When I tried your algorithm on (b=. ?64 64$466  -- the question off
of Net News that raised the issue) I got a ws full after 25 seconds
with j in a 2 meg partition on a Macintosh CX, not terribly
efficient (sigh).  Another thing I find uncomfortable about your
solution is the order of the result.  It has 0's in it for the
ordinal empty buckets (coming from JOINING the set of all values to
the argument) that makes sense, but the other values are in the
order they appear in the RAVEL of the array.  To make sense of the
result probably requires some sorting....  You can correct this
problem by putting the set of all values first, that and
eliminating the redundant ravel on the left of your expression
leaves

     h =. <: #/.~ (i.x),,y

Which produces a more understandable result.  On the other hand, if
you don't join all possible values to y, then at least the counts
appear in the nub order of y which seems reasonable.

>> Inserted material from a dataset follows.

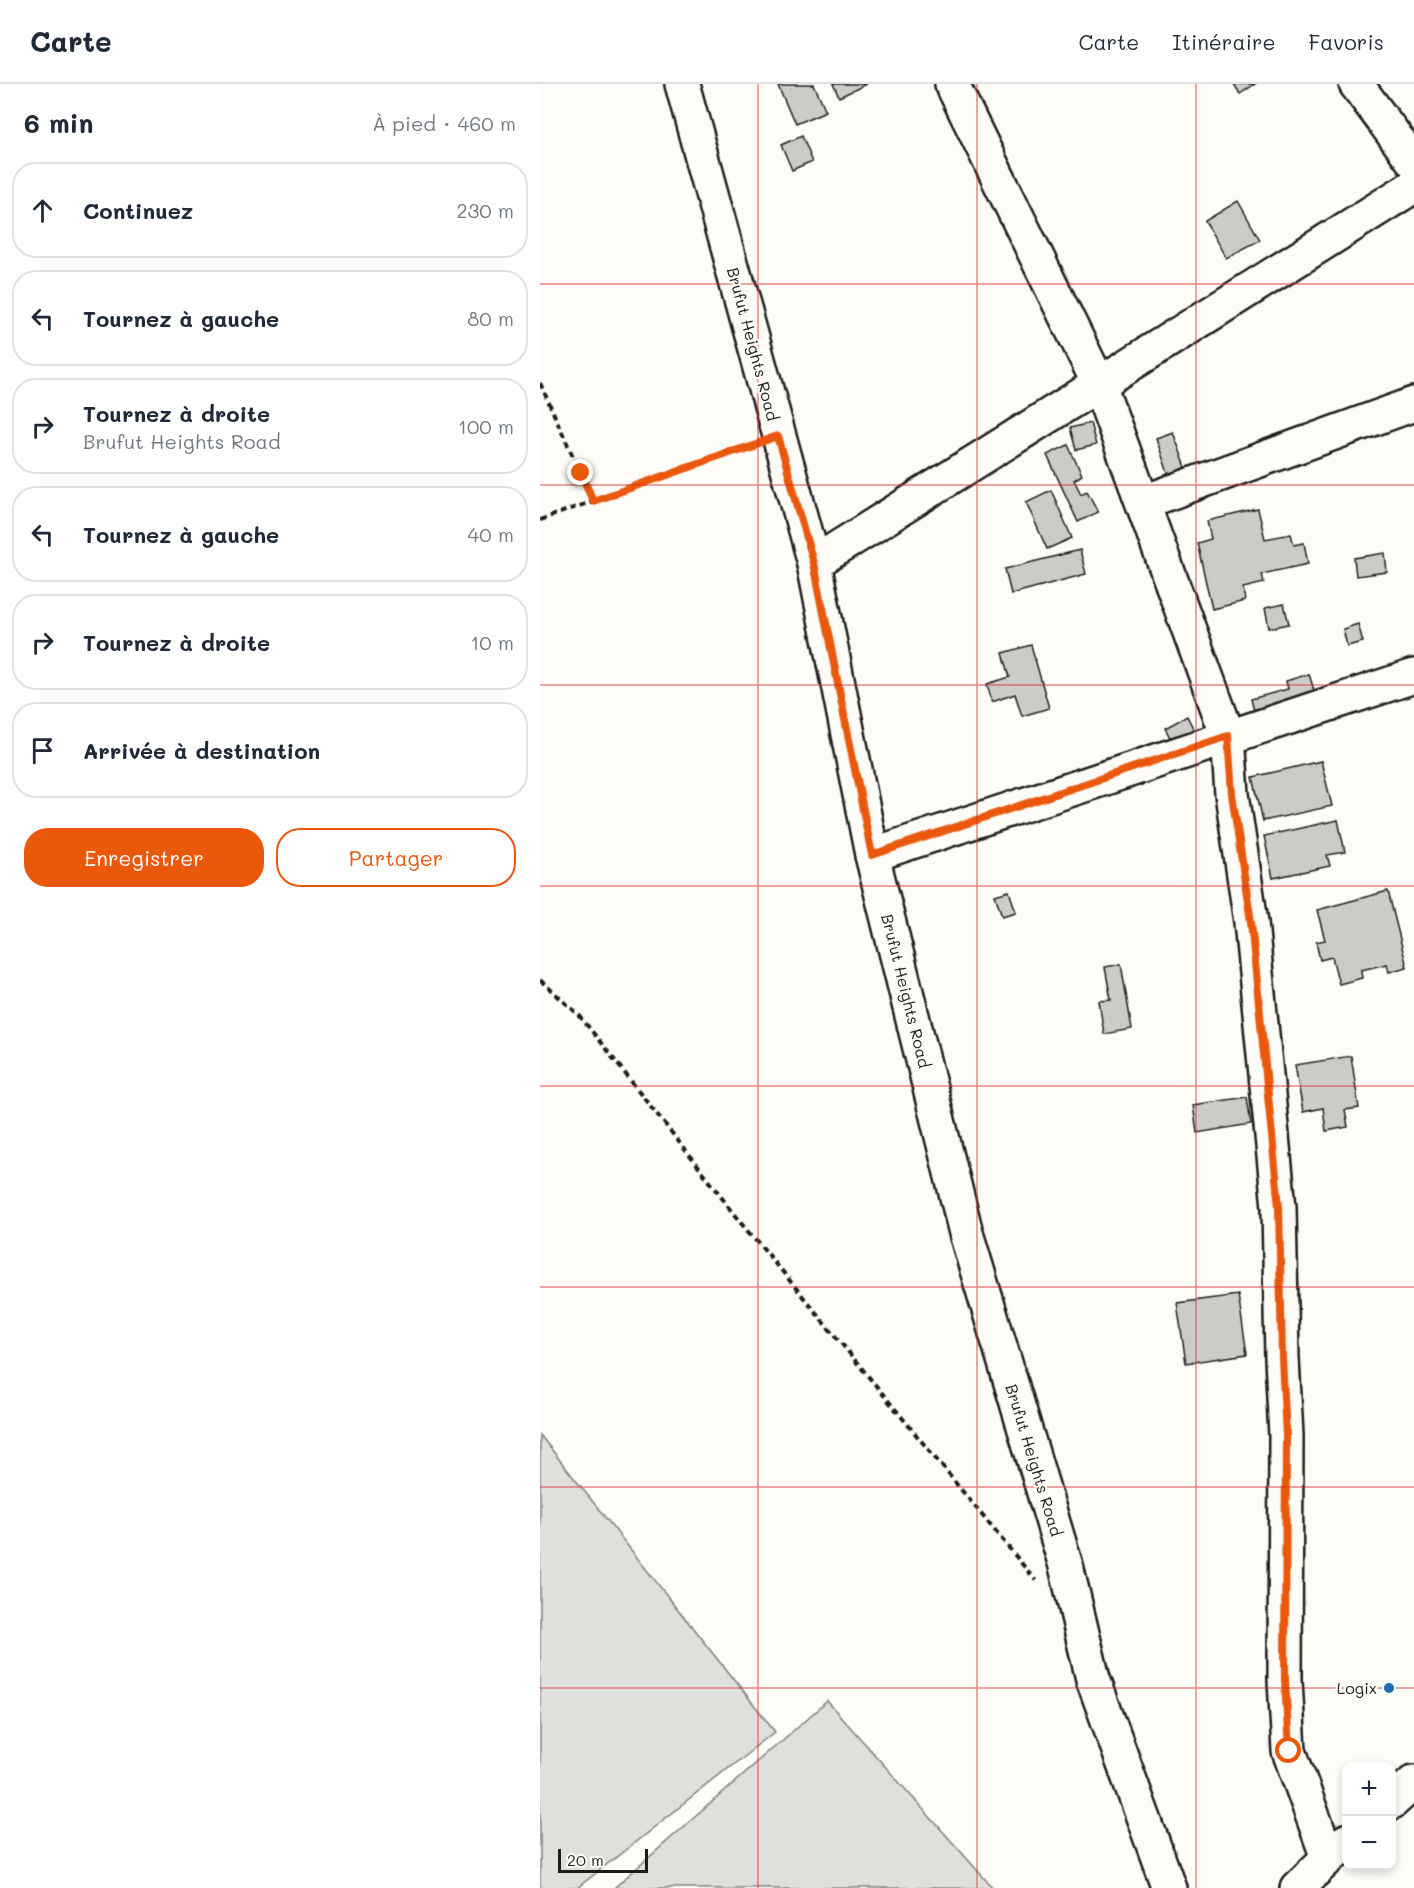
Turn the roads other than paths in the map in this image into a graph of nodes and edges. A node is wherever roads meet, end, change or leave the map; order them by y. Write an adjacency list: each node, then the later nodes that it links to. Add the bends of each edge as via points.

Another advantage to not joining all possible values is that if the
possible number is large (e.g. 2^31, a common number) then it pays
not to count all the empty ones!  Clearly though,

     #/.~,y

is what I have asked for in the past in APL.  By making a special
performance case of (#/.~), a problem which has always been
"inappropriate for APL because of performance" could be solved very
nicely.  I suppose in a practical sense, I would want to associate
the result closely with the nub of y since a "real application"
like analysis of collected data would likely involve a very large
set of data and y would need to be segmented in a loop of some
kind.  Since the algorithm to do this probably generates a nub of
the set, perhaps it should be some varient of nub that returns the
nub and associated count.  Still leaves the interesting problem of
how to combine successive results...



-----------------------------------------------------------
loc@tmsoft.UUCP                     uunet!mnetor!tmsoft!loc
loc@yrloc.ipsa.reuter.COM                   (Leigh Clayton)

cs450a03@uc780.umd.edu (04/05/91)

Joey Tuttle writes:
>
>     #/.~,y
> 
>is what I have asked for in the past in APL.  By making a special
>performance case of (#/.~), a problem which has always been
>"inappropriate for APL because of performance" could be solved very
>nicely.

what's wrong with

    v =. /:, y
    k =. k # i. $k=. 1, (_1}.v) ~: 1}. v
 hist =. k - ($k){. 0,k

here, /:  is O(n log n)  (where n is the length of v)
and everything is is O(n)

Also note that k{v  is the nub of ,y

Yeah, this version will blow up if y is empty, but that is easily
handled (either as a special case, by coercing k, or by choosing a
different algorithm to check adjecency when computing k).

Raul Rockwell